• _Work order_:
Look through the records, and wherever the string "points" turns up, copy out that line.
═══ Listed entries
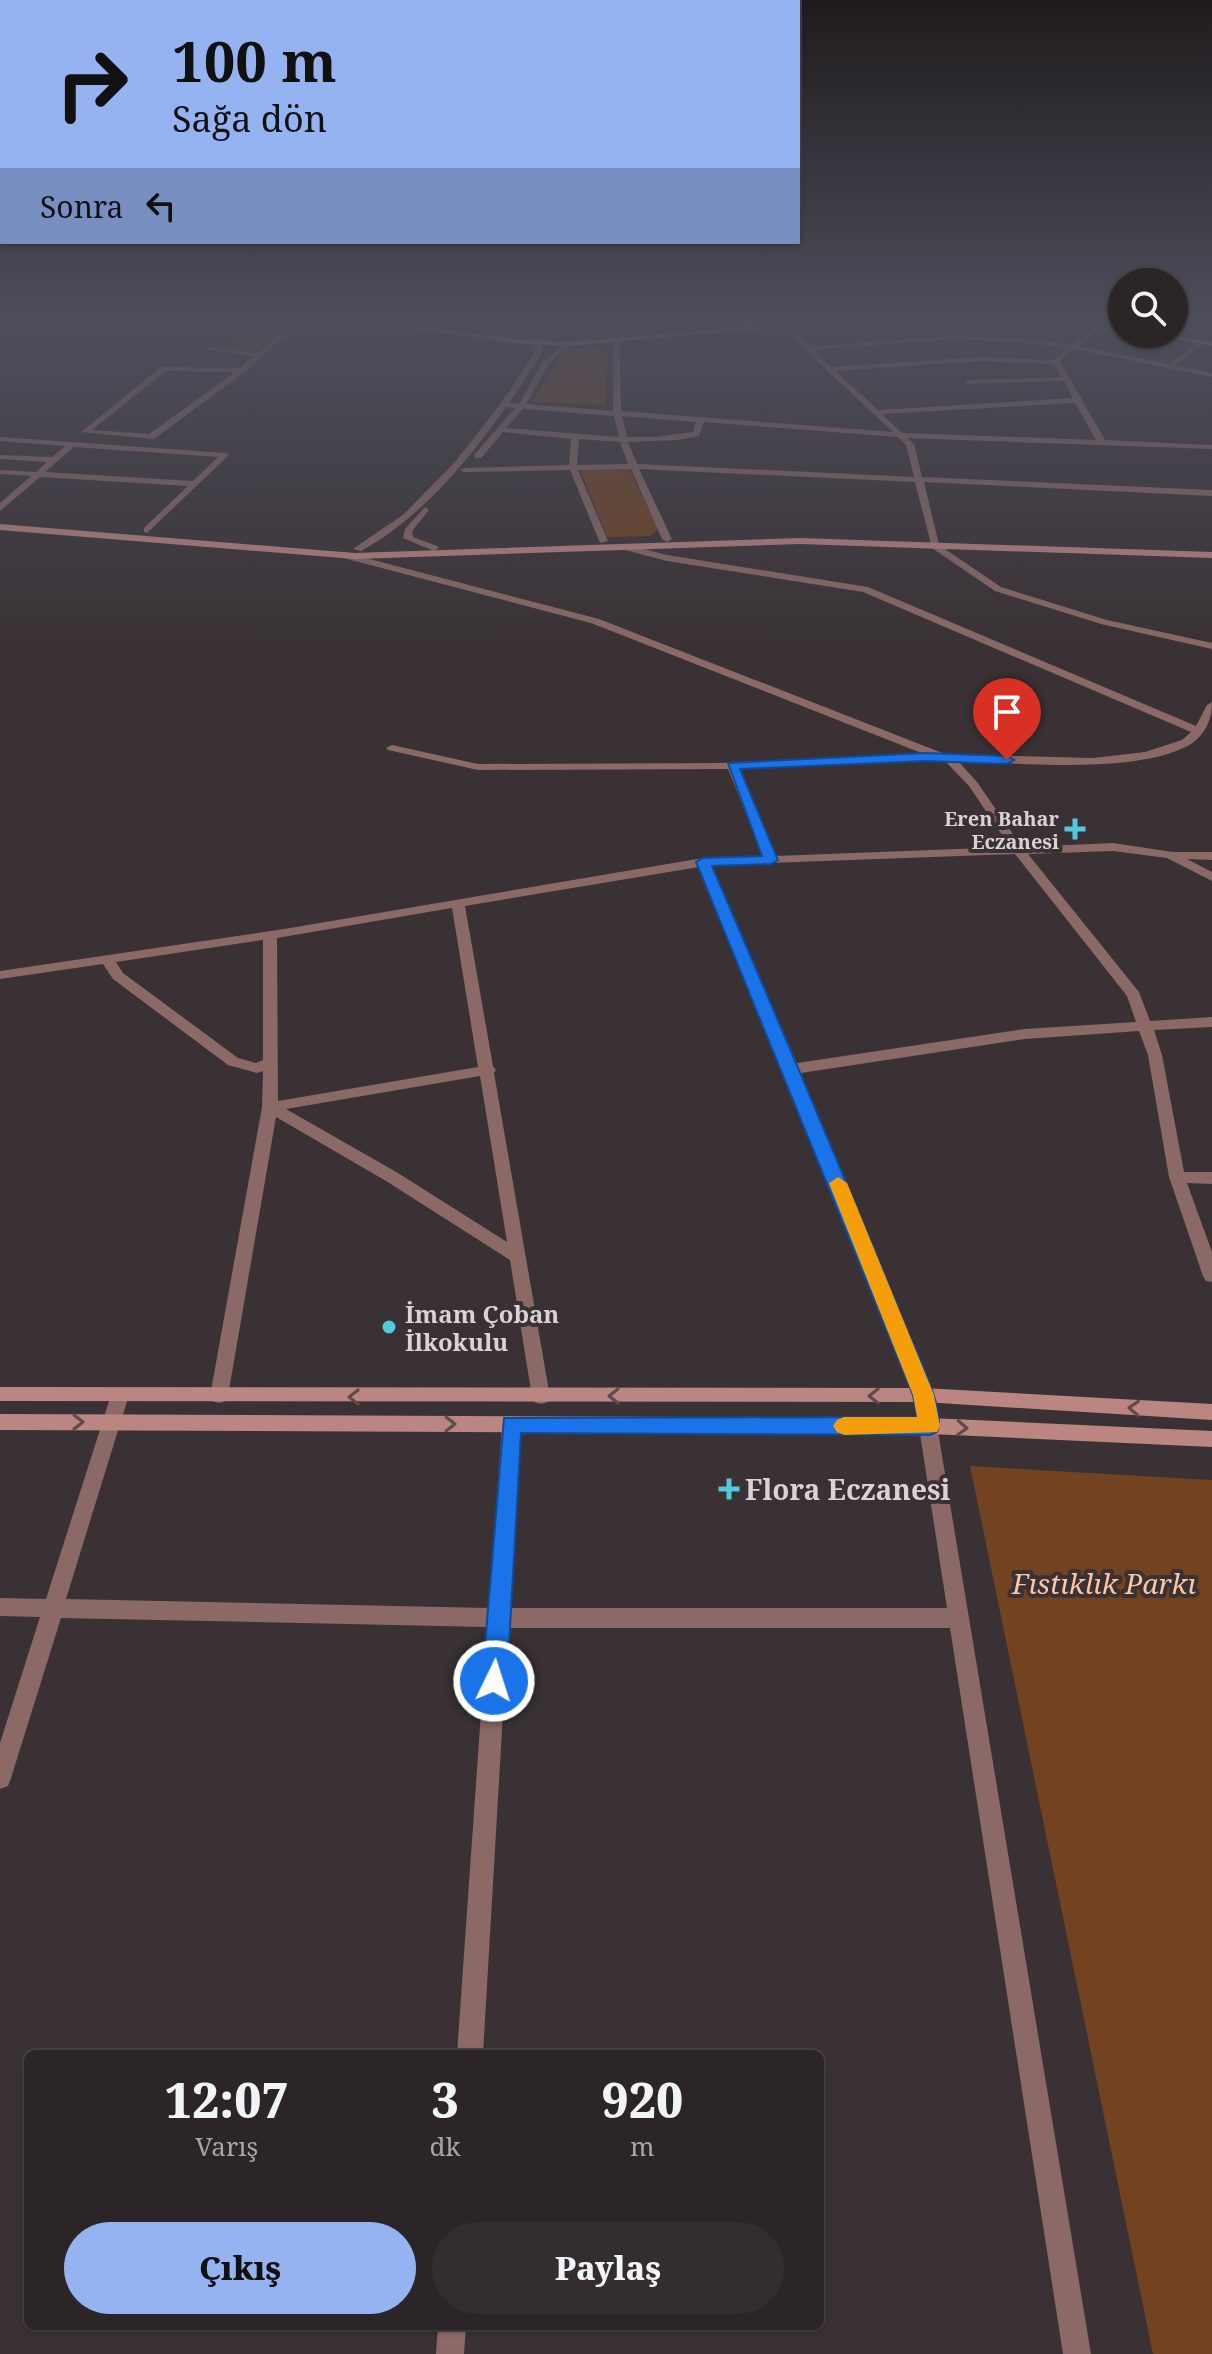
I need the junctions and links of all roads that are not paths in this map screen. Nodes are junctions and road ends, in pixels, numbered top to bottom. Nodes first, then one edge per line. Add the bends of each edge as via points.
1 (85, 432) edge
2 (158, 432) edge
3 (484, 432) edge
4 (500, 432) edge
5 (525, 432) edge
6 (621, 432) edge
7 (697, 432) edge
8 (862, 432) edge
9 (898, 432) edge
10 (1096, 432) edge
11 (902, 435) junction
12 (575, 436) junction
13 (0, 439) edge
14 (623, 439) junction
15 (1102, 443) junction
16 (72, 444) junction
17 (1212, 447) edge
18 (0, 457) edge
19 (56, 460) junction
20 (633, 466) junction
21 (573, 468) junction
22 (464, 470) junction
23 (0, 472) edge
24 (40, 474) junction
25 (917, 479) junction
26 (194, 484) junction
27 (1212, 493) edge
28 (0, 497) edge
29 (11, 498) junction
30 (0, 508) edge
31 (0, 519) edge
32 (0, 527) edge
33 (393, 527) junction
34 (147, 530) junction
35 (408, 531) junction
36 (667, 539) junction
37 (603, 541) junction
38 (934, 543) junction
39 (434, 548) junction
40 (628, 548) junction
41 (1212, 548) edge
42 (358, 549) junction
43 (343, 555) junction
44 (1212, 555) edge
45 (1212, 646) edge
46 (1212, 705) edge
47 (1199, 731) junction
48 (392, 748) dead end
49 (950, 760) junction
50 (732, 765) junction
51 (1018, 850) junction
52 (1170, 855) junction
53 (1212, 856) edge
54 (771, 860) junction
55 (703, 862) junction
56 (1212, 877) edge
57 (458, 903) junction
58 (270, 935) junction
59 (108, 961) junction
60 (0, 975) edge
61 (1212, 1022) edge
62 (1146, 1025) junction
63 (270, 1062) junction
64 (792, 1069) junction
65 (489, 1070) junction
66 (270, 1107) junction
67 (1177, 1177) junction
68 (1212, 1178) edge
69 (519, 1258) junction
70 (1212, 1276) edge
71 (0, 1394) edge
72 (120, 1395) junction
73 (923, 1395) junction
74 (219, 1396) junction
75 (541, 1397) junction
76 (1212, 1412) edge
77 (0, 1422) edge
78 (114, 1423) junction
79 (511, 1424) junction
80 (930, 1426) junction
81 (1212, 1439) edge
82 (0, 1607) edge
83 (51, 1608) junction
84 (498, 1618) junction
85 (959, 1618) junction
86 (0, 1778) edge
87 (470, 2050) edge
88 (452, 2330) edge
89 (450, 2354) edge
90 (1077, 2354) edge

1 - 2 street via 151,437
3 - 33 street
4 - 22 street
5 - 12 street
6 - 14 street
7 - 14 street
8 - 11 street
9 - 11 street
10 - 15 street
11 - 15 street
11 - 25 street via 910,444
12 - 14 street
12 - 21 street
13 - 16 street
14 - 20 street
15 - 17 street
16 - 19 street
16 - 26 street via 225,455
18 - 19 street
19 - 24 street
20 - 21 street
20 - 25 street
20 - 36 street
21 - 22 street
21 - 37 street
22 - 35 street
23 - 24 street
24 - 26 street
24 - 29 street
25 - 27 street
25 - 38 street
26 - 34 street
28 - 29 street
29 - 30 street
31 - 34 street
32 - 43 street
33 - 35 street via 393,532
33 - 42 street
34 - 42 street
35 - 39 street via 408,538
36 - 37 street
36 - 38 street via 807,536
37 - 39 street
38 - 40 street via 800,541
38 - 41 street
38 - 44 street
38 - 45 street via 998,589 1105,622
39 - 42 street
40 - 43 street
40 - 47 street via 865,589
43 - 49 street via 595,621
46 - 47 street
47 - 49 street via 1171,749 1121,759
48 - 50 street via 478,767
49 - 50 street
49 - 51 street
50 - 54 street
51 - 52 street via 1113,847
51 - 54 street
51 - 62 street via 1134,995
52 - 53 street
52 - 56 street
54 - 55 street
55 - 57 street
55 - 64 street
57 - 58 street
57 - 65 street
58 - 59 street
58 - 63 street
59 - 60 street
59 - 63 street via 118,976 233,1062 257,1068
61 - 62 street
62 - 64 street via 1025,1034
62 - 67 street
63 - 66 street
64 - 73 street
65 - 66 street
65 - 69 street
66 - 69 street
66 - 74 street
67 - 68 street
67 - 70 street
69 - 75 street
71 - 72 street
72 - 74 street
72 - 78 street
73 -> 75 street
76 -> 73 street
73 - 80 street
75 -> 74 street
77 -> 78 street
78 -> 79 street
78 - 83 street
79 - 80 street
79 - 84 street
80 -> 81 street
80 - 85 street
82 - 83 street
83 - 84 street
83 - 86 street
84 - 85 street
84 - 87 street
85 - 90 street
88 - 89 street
══════
═══ Listed entries
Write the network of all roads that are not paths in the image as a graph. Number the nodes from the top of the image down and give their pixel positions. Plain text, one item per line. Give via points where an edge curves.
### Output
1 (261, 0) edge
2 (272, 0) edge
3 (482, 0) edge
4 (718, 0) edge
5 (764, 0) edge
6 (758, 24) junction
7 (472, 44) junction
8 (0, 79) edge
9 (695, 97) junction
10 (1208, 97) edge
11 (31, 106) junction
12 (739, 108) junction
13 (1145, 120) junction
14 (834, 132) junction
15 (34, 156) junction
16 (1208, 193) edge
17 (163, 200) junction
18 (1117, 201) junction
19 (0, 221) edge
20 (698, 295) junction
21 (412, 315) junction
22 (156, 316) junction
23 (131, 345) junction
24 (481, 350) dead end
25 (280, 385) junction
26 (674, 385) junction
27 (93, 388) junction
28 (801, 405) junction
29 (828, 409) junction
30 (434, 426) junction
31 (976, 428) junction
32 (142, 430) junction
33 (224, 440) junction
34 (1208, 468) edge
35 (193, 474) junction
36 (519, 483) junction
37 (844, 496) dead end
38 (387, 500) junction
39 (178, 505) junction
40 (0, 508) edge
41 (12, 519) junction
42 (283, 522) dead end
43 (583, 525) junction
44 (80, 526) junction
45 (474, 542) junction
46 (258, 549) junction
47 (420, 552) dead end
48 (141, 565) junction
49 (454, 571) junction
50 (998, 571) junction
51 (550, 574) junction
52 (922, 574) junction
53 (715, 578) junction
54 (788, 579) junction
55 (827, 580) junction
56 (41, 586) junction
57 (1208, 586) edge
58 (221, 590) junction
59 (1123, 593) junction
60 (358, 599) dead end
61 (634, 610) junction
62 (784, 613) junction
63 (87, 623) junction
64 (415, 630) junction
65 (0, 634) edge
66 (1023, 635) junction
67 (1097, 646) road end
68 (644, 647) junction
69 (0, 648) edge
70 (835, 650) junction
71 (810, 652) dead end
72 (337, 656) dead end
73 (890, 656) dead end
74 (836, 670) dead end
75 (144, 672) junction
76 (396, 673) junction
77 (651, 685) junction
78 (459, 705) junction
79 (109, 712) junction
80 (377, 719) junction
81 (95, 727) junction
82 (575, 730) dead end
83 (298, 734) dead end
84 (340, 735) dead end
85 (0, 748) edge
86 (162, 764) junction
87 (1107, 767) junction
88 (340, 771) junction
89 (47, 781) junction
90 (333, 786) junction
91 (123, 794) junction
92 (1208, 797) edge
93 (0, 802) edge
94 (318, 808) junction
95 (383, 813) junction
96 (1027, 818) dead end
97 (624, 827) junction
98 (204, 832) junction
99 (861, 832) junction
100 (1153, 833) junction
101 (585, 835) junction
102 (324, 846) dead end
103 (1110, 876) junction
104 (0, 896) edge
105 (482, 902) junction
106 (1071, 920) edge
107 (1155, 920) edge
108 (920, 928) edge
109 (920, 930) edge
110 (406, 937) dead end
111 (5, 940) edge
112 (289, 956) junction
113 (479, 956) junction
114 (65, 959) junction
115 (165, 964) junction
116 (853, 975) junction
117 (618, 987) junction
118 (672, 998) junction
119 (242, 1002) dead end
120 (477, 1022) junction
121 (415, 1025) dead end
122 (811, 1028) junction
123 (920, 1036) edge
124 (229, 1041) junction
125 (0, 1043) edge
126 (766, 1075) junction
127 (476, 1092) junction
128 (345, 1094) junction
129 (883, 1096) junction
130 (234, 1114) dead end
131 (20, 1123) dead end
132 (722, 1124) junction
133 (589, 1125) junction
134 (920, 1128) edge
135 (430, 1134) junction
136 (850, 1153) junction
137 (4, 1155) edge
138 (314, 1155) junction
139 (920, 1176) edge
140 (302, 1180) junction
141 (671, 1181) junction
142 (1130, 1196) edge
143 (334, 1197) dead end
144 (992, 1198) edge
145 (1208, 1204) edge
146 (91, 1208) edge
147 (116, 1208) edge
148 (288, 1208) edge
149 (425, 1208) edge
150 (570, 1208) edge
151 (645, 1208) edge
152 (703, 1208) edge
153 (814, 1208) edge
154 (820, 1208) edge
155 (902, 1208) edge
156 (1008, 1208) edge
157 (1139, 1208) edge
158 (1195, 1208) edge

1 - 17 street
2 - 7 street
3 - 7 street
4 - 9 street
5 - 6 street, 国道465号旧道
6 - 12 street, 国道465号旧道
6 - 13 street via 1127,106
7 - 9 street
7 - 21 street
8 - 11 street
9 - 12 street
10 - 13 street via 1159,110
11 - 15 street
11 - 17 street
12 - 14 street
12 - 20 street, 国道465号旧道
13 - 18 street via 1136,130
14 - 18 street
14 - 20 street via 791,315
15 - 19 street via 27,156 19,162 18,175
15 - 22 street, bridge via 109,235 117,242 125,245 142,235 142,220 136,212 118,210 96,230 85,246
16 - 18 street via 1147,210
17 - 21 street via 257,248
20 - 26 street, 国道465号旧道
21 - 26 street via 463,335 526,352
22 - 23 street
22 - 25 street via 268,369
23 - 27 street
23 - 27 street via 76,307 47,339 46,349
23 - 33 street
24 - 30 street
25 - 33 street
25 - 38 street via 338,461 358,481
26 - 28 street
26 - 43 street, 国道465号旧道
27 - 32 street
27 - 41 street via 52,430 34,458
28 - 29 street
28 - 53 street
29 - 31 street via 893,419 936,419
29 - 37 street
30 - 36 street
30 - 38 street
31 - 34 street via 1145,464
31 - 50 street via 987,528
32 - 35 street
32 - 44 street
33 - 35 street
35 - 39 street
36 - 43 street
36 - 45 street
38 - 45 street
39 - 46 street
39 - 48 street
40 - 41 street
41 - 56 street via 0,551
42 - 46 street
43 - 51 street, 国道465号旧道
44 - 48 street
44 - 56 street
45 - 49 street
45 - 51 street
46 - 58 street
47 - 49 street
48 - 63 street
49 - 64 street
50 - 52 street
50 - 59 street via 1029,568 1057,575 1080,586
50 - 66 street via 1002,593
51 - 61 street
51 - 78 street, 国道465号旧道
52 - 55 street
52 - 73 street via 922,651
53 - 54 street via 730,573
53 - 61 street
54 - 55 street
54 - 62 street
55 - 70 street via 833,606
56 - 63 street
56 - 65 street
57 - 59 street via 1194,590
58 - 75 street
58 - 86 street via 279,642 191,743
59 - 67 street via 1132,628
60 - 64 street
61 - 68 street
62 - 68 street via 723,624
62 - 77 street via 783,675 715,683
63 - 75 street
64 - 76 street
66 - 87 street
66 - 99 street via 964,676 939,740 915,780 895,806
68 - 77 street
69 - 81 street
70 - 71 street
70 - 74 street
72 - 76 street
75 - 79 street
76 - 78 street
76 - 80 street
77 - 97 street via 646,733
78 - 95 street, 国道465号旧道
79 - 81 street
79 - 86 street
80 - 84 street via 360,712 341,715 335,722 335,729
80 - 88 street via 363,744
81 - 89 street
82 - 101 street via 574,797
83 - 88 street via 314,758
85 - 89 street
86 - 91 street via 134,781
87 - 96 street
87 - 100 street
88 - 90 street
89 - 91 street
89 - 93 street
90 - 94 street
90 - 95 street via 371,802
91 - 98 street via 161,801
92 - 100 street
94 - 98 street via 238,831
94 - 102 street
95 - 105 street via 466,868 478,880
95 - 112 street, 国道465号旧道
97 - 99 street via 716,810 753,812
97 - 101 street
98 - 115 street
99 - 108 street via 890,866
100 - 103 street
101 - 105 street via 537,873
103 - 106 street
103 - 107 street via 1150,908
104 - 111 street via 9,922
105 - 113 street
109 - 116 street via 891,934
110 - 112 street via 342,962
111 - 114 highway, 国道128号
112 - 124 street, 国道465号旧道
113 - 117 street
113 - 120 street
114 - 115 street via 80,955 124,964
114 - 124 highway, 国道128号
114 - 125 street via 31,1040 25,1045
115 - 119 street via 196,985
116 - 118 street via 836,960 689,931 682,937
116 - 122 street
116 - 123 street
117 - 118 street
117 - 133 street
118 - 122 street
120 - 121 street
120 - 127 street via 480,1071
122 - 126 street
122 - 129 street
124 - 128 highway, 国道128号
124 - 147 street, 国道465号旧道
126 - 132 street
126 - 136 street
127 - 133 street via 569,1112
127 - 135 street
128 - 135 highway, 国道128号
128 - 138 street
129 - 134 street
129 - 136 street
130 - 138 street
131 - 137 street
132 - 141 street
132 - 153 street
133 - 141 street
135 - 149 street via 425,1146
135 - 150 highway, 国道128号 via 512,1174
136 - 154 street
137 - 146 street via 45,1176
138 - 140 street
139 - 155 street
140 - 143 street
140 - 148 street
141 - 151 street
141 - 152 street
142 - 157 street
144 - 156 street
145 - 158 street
══════
• _Solution to this exercise_:
I need the junctions and links of all roads that are not paths in this map screen. Nodes are junctions and road ends, in pixels, numbered top to bottom. Nodes first, then one edge per line. Add the bends of each edge as via points.
Write the network of all roads that are not paths in the image as a graph. Number the nodes from the top of the image down and give their pixel positions. Plain text, one item per line. Give via points where an edge curves.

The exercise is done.